JamileyKeller Thank you so much for your honesty.

mkosmicki1

Rob, I hear ya.  I generally don’t hear from my family unless they need something.  We all live at least an hour from each other, and there are no phone calls or e-mails unless someone is organizing a family get together at their house.  My parents have given and continue to give loads of financial help to my siblings…but not to us.  They won’t even donate to local/national autism groups.  We have not asked for anything from them over the years, as there are always strings attached.
My folks will take my son a couple times a year during school breaks, but spend most of their time with my younger siblings and their kids.  They often get together without us, thinking we don’t know about it.  My family literally shrinks away from anything that is not “Perfect”, so I guess the time my son spends with them is the best that can be expected.  Maybe they see it as a corporal work of mercy?
Anyway, we don’t take huge trips.  We road trip, we camp out, and we go to the local state rec areas for campfires.  This is all beneath the rest of my family who has become rather “above” us as their collective wealth has grown, and we live paycheck to paycheck.
I gave up on having any actual physically local friends a LONG time ago.  I’ve got a huge virtual network of friends though.  For now that works.

lostandtired

mkosmicki1 I’m so sorry this is happening to you.

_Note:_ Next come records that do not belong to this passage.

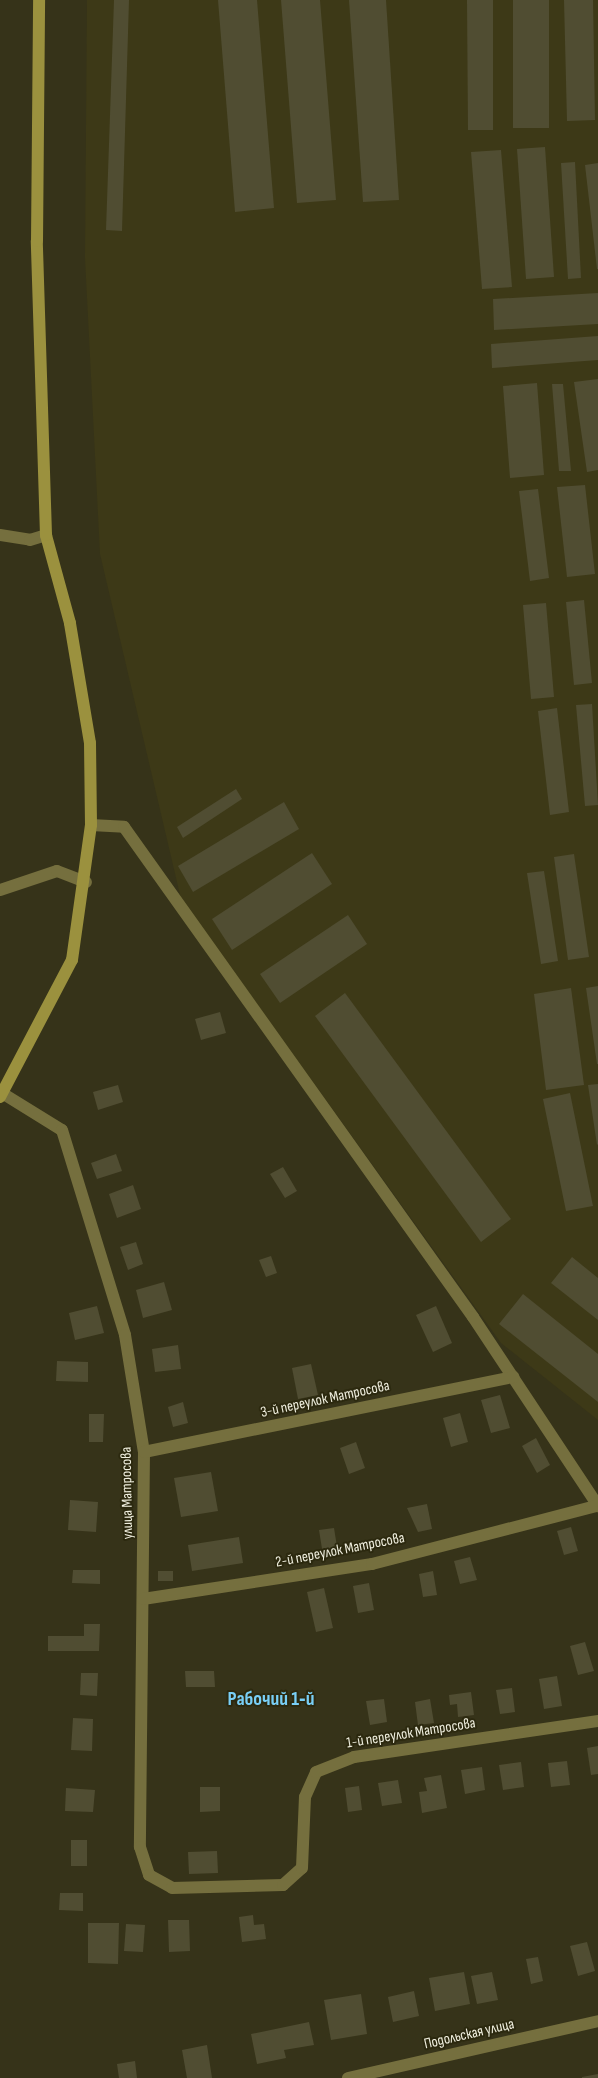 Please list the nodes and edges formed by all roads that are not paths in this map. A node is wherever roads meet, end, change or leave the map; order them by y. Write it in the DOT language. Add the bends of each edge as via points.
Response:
graph roads {
  1 [pos="39,0"];
  2 [pos="0,535"];
  3 [pos="46,536"];
  4 [pos="91,825"];
  5 [pos="86,882"];
  6 [pos="0,890"];
  7 [pos="1,1095"];
  8 [pos="513,1377"];
  9 [pos="144,1452"];
  10 [pos="598,1506"];
  11 [pos="143,1600"];
  12 [pos="598,1721"];
  13 [pos="149,1875"];
  14 [pos="598,2021"];
  15 [pos="348,2078"];
  1 -- 3 [label="main road" via="37,241"];
  2 -- 3 [label="street" via="30,540"];
  3 -- 4 [label="main road" via="70,623 90,743"];
  4 -- 5 [label="main road"];
  4 -- 8 [label="street" via="124,827"];
  5 -- 6 [label="street" via="57,871"];
  5 -- 7 [label="main road" via="72,960"];
  7 -- 9 [label="street, улица Матросова" via="62,1130 125,1335"];
  8 -- 9 [label="street, 3-й переулок Матросова"];
  8 -- 10 [label="street"];
  9 -- 11 [label="street, улица Матросова"];
  10 -- 11 [label="street, 2-й переулок Матросова" via="372,1564"];
  11 -- 13 [label="street, улица Матросова" via="140,1847"];
  12 -- 13 [label="street, 1-й переулок Матросова" via="354,1757 316,1772 305,1798 302,1868 283,1885 172,1888"];
  14 -- 15 [label="street, Подольская улица"];
} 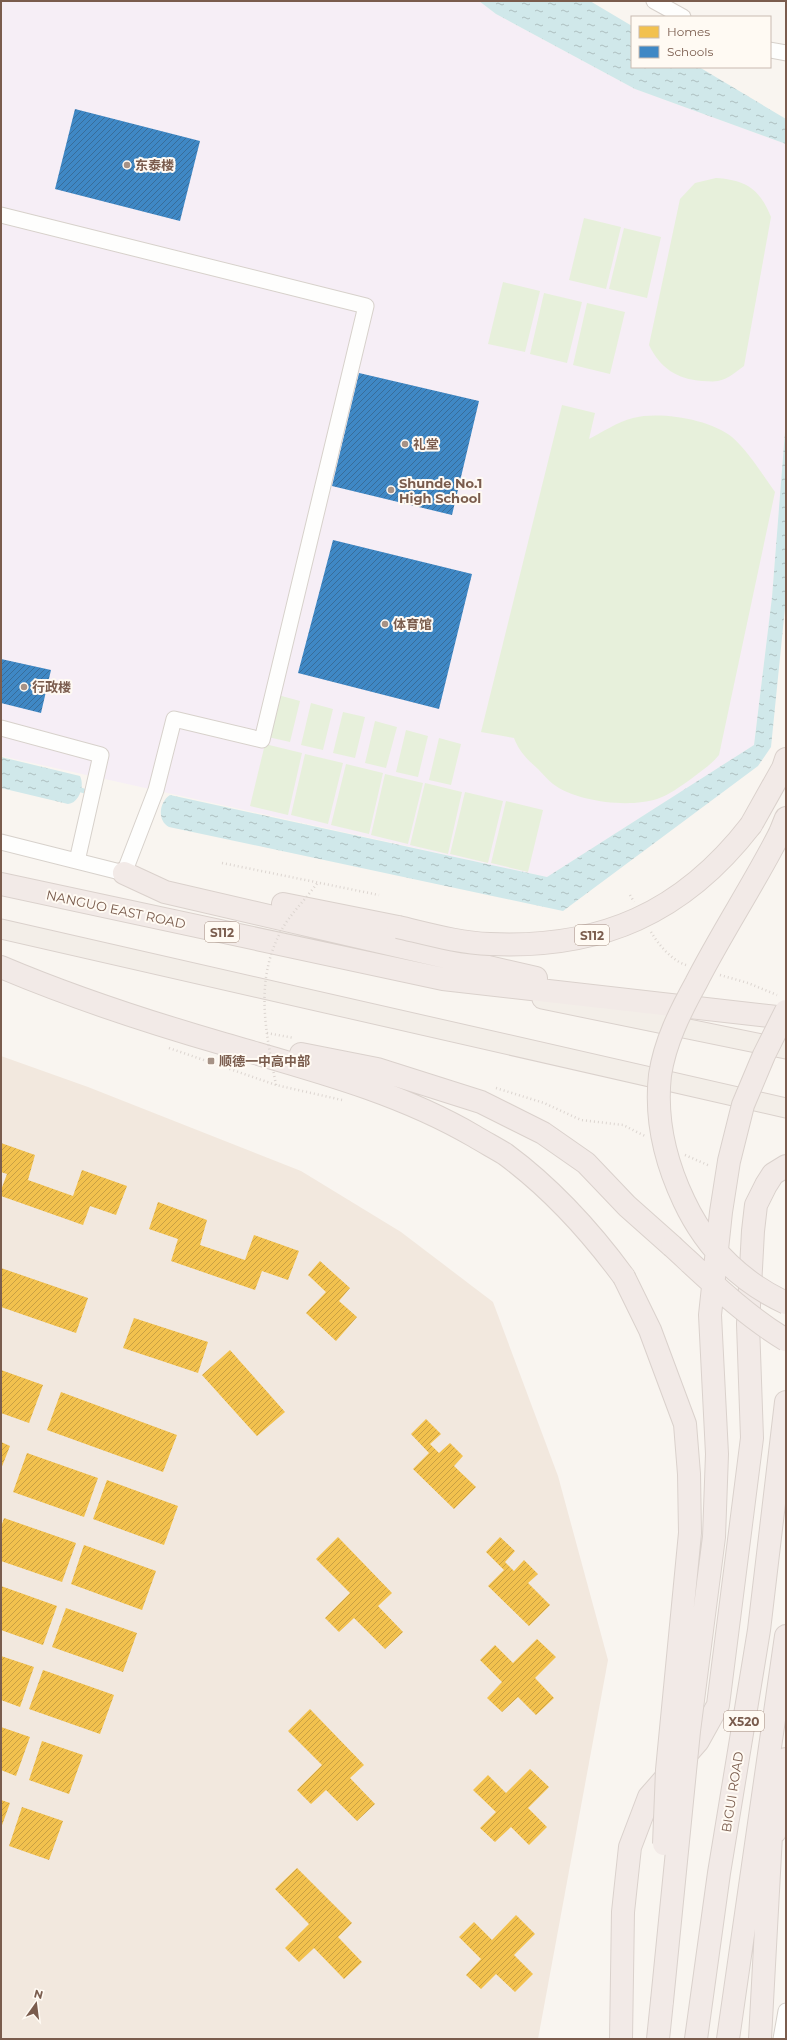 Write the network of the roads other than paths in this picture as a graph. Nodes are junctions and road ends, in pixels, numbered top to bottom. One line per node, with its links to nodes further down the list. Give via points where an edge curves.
1 (654, 1): 2 (street)
2 (682, 16)
3 (1, 215): 9 (street, via 366,306 262,740 174,720 156,790)
4 (1, 728): 8 (street, via 101,755)
5 (786, 759): 9 (highway, S112, bridge, via 751,825 732,850 687,891 625,925 605,932 539,944 488,944)
6 (783, 825): 21 (highway, bridge, via 764,865 705,964 674,1024 660,1076 659,1107 666,1158 691,1216 712,1246 738,1275 766,1294)
7 (1, 842): 8 (street)
8 (77, 861): 9 (street)
9 (124, 873): 14 (highway, via 165,892)
10 (1, 884): 13 (highway, NANGUO EAST ROAD / S112)
11 (1, 929): 19 (main road)
12 (1, 967): 17 (highway)
13 (442, 979): 14 (highway, NANGUO EAST ROAD); 18 (main road)
14 (645, 1002): 16 (highway)
15 (786, 1011): 28 (highway, bridge, via 743,1105 729,1161 721,1212 710,1315 718,1454 714,1537)
16 (786, 1018)
17 (162, 1036): 22 (highway, bridge, via 378,1069 481,1102 543,1133 586,1163 627,1206 731,1300 766,1328); 28 (highway, bridge, via 320,1072 449,1121 504,1154 546,1188 624,1277 650,1330 685,1424 689,1474 690,1533 667,1770)
18 (786, 1049)
19 (786, 1108)
20 (786, 1166): 30 (highway, via 773,1174 756,1205 748,1324 752,1438 718,1705 698,1741 649,1797 630,1847 623,1912)
21 (786, 1303)
22 (786, 1340)
23 (786, 1402): 33 (highway, BIGUI ROAD / X520, via 758,1630 719,1873)
24 (786, 1636): 25 (highway, X520)
25 (774, 1718): 27 (highway); 34 (highway, X520)
26 (786, 1759): 27 (highway)
27 (771, 1861): 35 (highway)
28 (657, 2002): 31 (highway); 32 (highway)
29 (786, 2011): 36 (street)
30 (621, 2039)
31 (652, 2039)
32 (658, 2039)
33 (696, 2039)
34 (728, 2039)
35 (760, 2039)
36 (781, 2039) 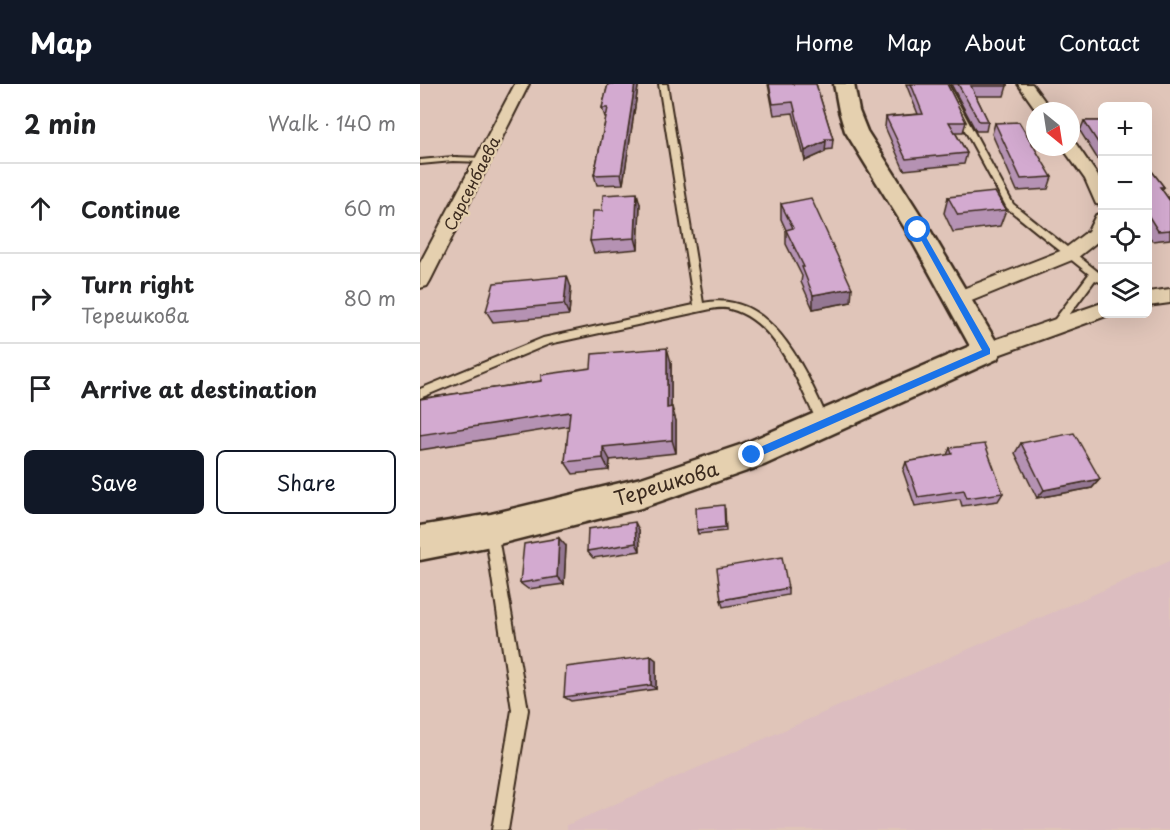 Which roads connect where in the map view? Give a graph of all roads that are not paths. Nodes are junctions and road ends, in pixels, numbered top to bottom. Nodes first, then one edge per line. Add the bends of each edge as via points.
1 (522, 84) edge
2 (663, 84) edge
3 (844, 84) edge
4 (944, 84) edge
5 (1025, 84) edge
6 (1038, 102) edge
7 (1076, 156) edge
8 (484, 160) junction
9 (420, 162) edge
10 (1098, 191) edge
11 (1098, 229) edge
12 (1070, 254) junction
13 (1098, 275) edge
14 (1098, 277) edge
15 (420, 281) edge
16 (1170, 296) edge
17 (1152, 298) edge
18 (957, 299) junction
19 (699, 307) junction
20 (1098, 311) edge
21 (1054, 327) junction
22 (987, 351) junction
23 (420, 394) edge
24 (823, 422) junction
25 (491, 530) junction
26 (420, 543) edge
27 (500, 830) edge

1 - 8 street, Сарсенбаева
2 - 19 lane
3 - 18 street via 856,130
4 - 12 lane via 1010,206
5 - 6 street
7 - 10 street
8 - 9 lane
8 - 15 street, Сарсенбаева
11 - 12 street
12 - 13 lane
12 - 18 street
14 - 21 lane
16 - 17 street
18 - 22 street
19 - 23 lane via 547,341
19 - 24 lane via 730,305 749,313 771,331 799,368
20 - 21 street, Терешкова
21 - 22 street, Терешкова
22 - 24 street, Терешкова
24 - 25 street, Терешкова via 752,455 641,493
25 - 26 street, Терешкова
25 - 27 lane via 520,710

It just sucks when family and friends don’t support us. Please add me to your list of virtual friends. 🙂

rmagliozzi

I’m sorry, Rob. That totally sucks! yes, I can relate. We go through our struggles, and rarely ask for help, and when we do, like maybe asking a relative to watch our autistic son for a few hours because his school is on break that day and we both have to work, they turn around and flake out. But of course they will watch everyone else’s kids all the time. I often feel like I am on the craplist. We don’t get fancy vacations, tons of outings like my siblings. In fact, we have never had a weekend away fromt he children, ever. Your family deserves more help!

lostandtired

rmagliozzi I think we all deserve more help. What ever happened to “it takes a village”?

scrapperdee

I feel it too but with friends.  “Mom” friends happily invite me out and I have a nice visit, but I feel invisible sitting there with them.  They are talking about this outing, or trip or funny things their kids did, or problems they are having with this and that…all of which I may never experience with my son.  I never feel like I can talk about him because the stuff he’s doing…their toddlers did quite awhile ago and it feels silly to even bring it up (one actually thought it was funny that I was so excited that my 7 year old did a BM in the toilet).  They never even ask how my son is…even though they’ve known him since he was 6 months old.
My “known forever” friends (whom are unmarried and childless) are more supportive, but if I didn’t call to organize outings/visits with them, it would never happen.  They’re busy, we’re busy – but the difference is that they have more variety in their life and opportunity to do things and probably don’t realize/think my life is as mundane and isolating as it is and quite frankly, if they decide to go to a movie at the last minute, I probably wouldn’t be able to join them – but it would be nice to be asked once and awhile.

lostandtired

scrapperdee I totally understand. 🙁

juneinreno

I’ll jump to your family’s defense and say that every other family has issues and problems to deal with… even if they don’t blog about them.
Maybe your brothers and sisters have a lot on their respective plate too that you are unaware of.

lostandtired

@juneinreno that’s kind of you but there’s no need. Non of them have kids and their lives revolve around work and play and drinking. They are bad people just very into their own needs.

Jenn50

I don’t feel forgotten, but I get resentful as all hell listening to what seems like EVERYONE talking about vacations, day trips and fun. Money is tight, and little missy is going through a phase where she refuses to transition from one place to another, so the simple act of going for a walk or getting into the van involves a physical battle leaving me physically and emotionally battered. I’m so jealous and resentful of my family and friends who can throw their kids in the car for a trip to the zoo or a vacation without any of these worries. I know it’s not their fault, and I feel bad about feeling so negative, but dammit, we didn’t do anything to deserve this suffering either.

Christal31

Yes, absolutely! I don’t think they intentionally do it. I had to tell
my best two girlfriends who are like sisters to me, that, that was
happening. They weren’t aware they were doing it. It got better for a
while, but we are right back to feeling left out or ignored. I don’t
know if it is because they all have typical teenagers and mine seem kind
of frozen in time with their developmental delays or what. It hurts, I
try to get over it. It really isn’t anybody’s fault, I guess, just part
of life. Everyone has a season in your life and you just have to be
thankful for what time you do have. Family too. Mine don’t make much
time for us. It is a little harder, when I live in California and none
of them do, but when they do come, we are but a fraction of priorities. I
still love them and try to forget about the rest.